En el otro lado, los macedonios avanzaban, y Darío envió un gran grupo de caballería para envolver todo el ala izquierda de Alejandro, dejando así desguarnecido todo el centro del ejército persa. Era el momento que Alejandro esperaba. Había utilizado el señuelo de atacar las bandas para que los persas concentraran sus fuerzas en los lados dejando con menos defensas su centro. El Magno se lanzó a la carga con sus mejores hombres que habían quedado atrás. A sus flancos le protegía su propia caballería mientras él avanzaba por el centro, furibundo contra Darío directamente. Aún así, preveyendo que pudieran sobrepasar sus flancos, como así ocurrió, la columna central se dividió en dos, de modo que la retaguardia se volvió contra los persas que intentaban atacarle a sus espaldas.

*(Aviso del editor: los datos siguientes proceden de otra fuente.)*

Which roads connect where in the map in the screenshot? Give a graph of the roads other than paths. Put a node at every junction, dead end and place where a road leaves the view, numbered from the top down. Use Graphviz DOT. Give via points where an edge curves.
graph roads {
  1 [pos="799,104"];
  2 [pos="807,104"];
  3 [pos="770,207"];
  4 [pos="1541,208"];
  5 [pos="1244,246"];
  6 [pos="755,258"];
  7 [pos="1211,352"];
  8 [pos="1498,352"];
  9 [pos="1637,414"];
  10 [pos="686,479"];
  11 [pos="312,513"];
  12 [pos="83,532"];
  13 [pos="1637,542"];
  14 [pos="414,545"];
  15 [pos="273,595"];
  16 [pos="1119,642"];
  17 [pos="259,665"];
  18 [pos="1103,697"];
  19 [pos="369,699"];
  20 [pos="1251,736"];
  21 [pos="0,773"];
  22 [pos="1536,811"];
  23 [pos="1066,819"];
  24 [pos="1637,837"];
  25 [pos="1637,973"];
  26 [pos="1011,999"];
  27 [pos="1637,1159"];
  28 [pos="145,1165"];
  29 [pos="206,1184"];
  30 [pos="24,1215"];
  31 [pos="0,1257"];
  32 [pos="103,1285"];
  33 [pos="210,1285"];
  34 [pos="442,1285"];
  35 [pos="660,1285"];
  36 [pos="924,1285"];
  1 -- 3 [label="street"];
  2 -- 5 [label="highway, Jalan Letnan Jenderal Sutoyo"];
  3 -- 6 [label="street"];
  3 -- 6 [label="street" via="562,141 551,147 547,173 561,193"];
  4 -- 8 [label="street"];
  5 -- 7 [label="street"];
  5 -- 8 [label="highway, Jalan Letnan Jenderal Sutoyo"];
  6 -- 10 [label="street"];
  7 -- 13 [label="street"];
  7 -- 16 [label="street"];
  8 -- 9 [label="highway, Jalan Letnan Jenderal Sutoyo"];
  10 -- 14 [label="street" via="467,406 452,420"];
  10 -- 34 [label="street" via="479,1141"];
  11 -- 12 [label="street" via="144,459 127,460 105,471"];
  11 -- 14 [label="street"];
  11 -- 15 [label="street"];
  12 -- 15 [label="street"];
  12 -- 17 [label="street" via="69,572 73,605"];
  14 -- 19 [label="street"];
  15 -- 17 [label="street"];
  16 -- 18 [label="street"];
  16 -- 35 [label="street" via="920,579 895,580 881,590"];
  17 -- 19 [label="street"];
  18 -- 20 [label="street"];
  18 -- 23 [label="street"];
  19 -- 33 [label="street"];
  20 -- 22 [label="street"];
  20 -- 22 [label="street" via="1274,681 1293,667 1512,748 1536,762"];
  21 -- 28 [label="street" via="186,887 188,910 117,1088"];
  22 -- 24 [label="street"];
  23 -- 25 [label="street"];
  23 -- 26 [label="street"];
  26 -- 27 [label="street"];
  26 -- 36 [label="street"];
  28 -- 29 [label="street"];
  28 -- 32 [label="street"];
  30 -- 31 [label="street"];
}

Una vez más, Alejandro Magno había demostrado tener todos los movimientos posibles de aquella partida de ajedrez perfectamente estudiados, y además, tenía un ejército que ejecutaba al momento y con maestría todas sus ordenes.

Batalla de Gaugamela

Los persas huyeron en desbandadas al verse sobrepasado sus líneas, e incluso su rey, Darío, huyó cobardemente. Más de 100 kilómetros estuvo persiguiendo al rey persa que tanto le había decepcionado al huir de ese modo. Sin embargo, la muerte del rey Darío III, asesinado por uno de sus sátrapas, Bassos, para evitar que se rindiera, privó a Alejandro de darle caza.

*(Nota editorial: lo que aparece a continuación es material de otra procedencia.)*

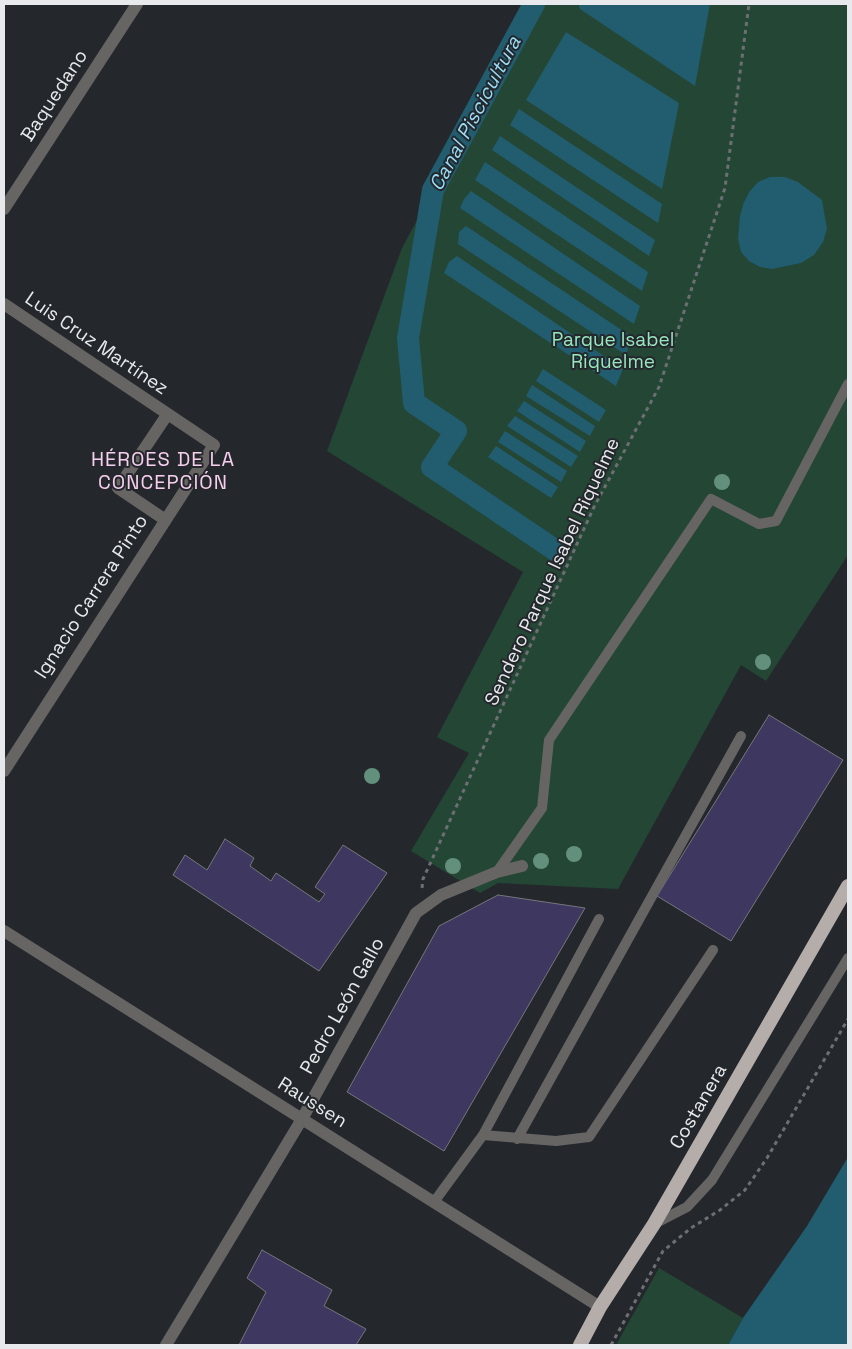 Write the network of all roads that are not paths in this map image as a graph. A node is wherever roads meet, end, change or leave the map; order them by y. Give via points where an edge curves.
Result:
1 (137, 4) edge
2 (4, 209) edge
3 (4, 304) edge
4 (848, 384) edge
5 (167, 415) junction
6 (214, 445) joint
7 (164, 519) junction
8 (741, 736) dead end
9 (4, 771) edge
10 (522, 866) dead end
11 (497, 872) junction
12 (848, 886) edge
13 (599, 919) dead end
14 (4, 931) edge
15 (713, 950) dead end
16 (848, 958) edge
17 (302, 1119) junction
18 (483, 1135) junction
19 (517, 1139) junction
20 (434, 1202) junction
21 (654, 1224) junction
22 (600, 1307) junction
23 (166, 1345) edge
24 (580, 1345) edge

1 - 2 street, Baquedano
3 - 5 street, Luis Cruz Martínez
4 - 11 lane via 776,521 759,524 711,499 549,740 542,808
5 - 6 street, Luis Cruz Martínez
5 - 7 street, Luis Cruz Martínez via 118,488
6 - 7 street, Ignacio Carrera Pinto
7 - 9 street, Ignacio Carrera Pinto
8 - 19 lane
10 - 11 street, Pedro León Gallo
11 - 17 street, Pedro León Gallo via 441,895 416,913
12 - 21 highway, Costanera
13 - 18 lane
14 - 17 street, Raussen
15 - 19 lane via 589,1137 556,1141
16 - 21 lane via 712,1180 687,1208
17 - 20 street, Raussen
17 - 23 street, Pedro León Gallo
18 - 19 lane
18 - 20 lane
20 - 22 street, Raussen
21 - 22 highway, Costanera
22 - 24 highway, Costanera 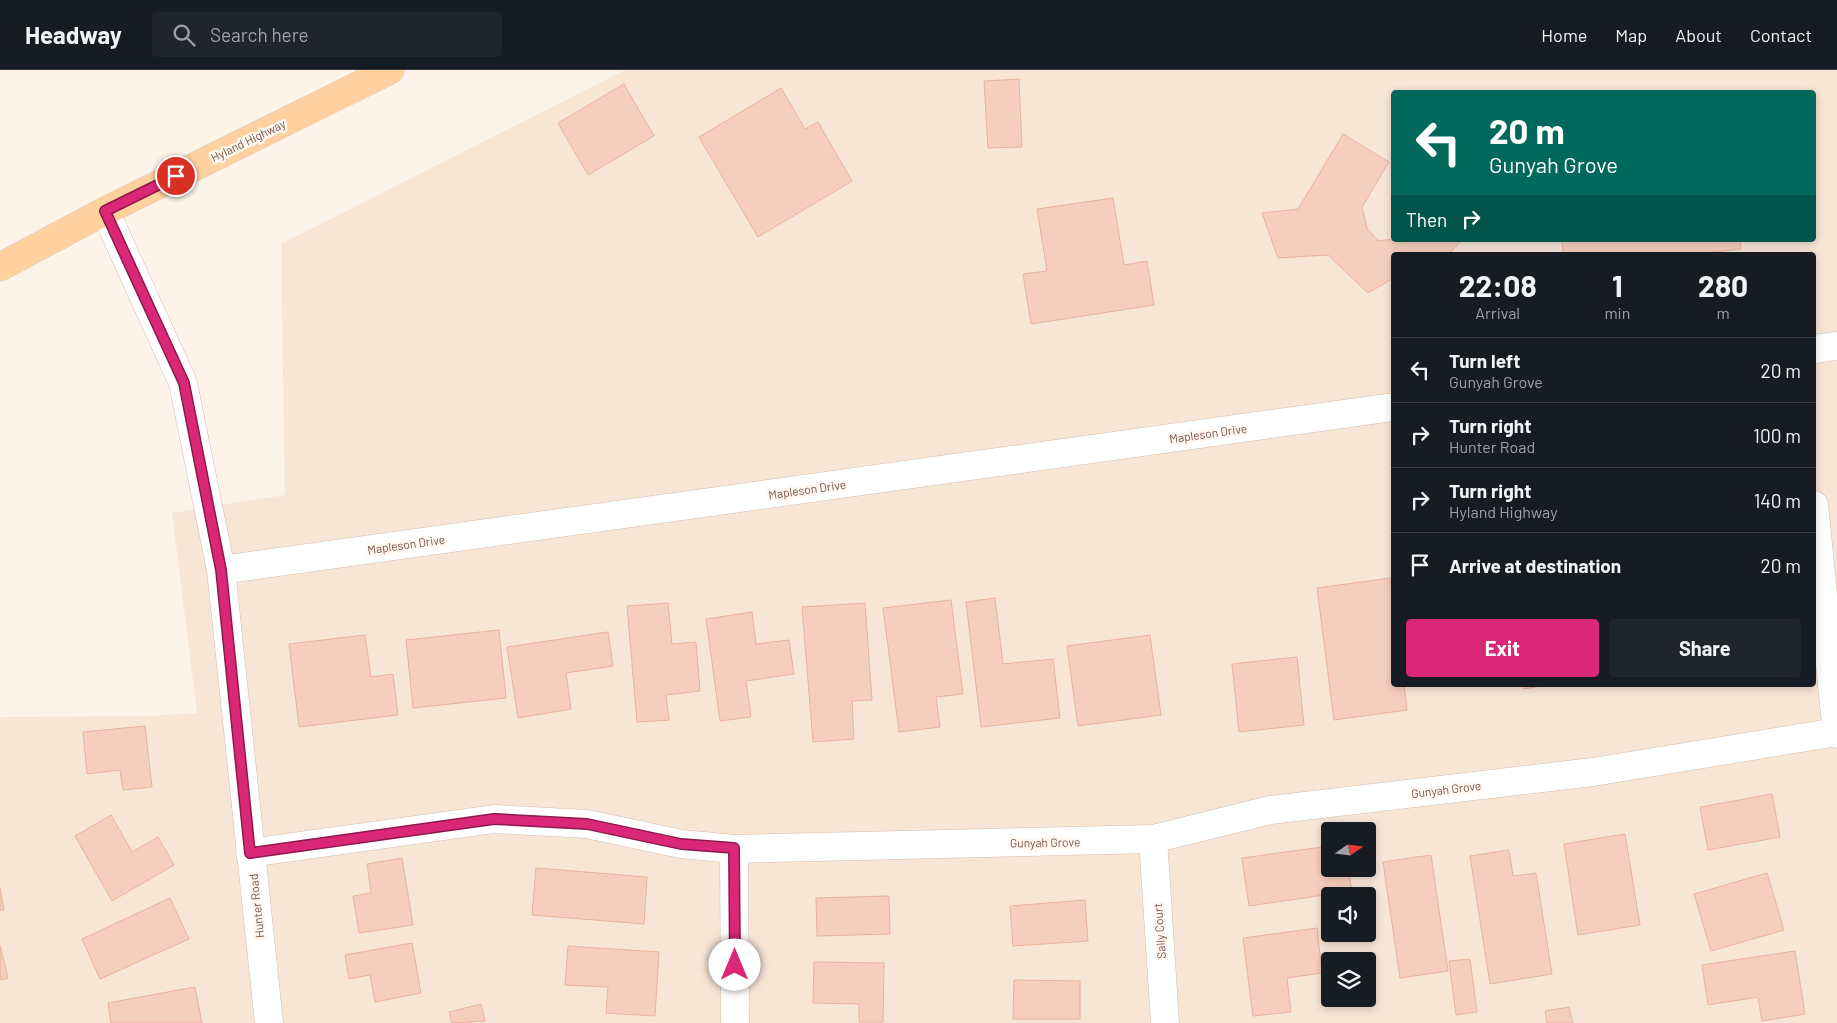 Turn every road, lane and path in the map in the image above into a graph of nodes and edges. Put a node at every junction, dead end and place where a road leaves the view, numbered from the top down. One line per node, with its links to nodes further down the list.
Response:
1 (390, 70): 2 (main road, Hyland Highway)
2 (105, 211): 3 (main road, Hyland Highway); 8 (street, Hunter Road)
3 (0, 267)
4 (1837, 346): 5 (street)
5 (1816, 349)
6 (1391, 407): 8 (street, Mapleson Drive)
7 (1816, 525): 9 (street)
8 (221, 570): 12 (street, Hunter Road)
9 (1837, 733): 10 (street, Gunyah Grove)
10 (1153, 839): 11 (street, Gunyah Grove); 15 (street, Sally Court)
11 (734, 848): 12 (street, Gunyah Grove); 14 (street)
12 (250, 853): 13 (street, Hunter Road)
13 (269, 1023)
14 (735, 1023)
15 (1165, 1023)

La victoria de Gaugamela fue importantísima en la Historia de la Humanidad. Grecia se había unido a oriente. La cultura helénica con la oriental. El legado de Babilonia, de Egipto, de Mesopotamia, cayó bajo manos griegas y se unificó una gran parte del mundo bajo un Imperio que sentó las bases de una nueva civilización. En Susa se representó la boda de Oriente con Occidente, se unificó la economía, se creó un mercado grandioso, el avance comercial fue el impulso que necesitaba Europa…

Lo ocurrido después de la batalla de Gaugamela quizás fuera una locura o no. Pues el propio Alejandro quiso continuar con sus conquistas adentrándose en Afganistán, en la India e incluso se plantéo llegar hasta la misma China. Pero sus hombres estaban extenuados. Eran muchos años lejos de sus tierras, de sus gentes, y el motín de sus tropas se hacía cada vez más patente. Alejandro parecía haber enloquecido con sus propias victorias. Y sus ideales, según los que con tanto ánimo le seguían, se perdían y confundían con las costumbres orientales. Se le acusó de olvidar sus raices, tan puras, tan perfectas y mezclarla con sangre de “inferior calidad”… las tensiones a su alrededor enturbiaron sus muchos años de conquistas.

A los 33 años, Alejandro murió víctima del paludismo… o al menos , eso afirmaron, porque su muerte estuvo rodeada de muchas leyendas, e incluso el sitio donde se encuentra su cadáver es aún un misterio para el Mundo.

Una vez más, la soberbia, la avaricia rompió lo que tanto había costado conseguir. El Imperio se desmembró; la mujer y los hijos de Alejandro fueron asesinados, y las tierras conquistadas se repartieron entre sus generales, Seleuco, Lisímaco, Ptolomeo, Antígono y Casandro. Fue la época de los Reinos Helenísticos… pero esa… esa es otra Historia.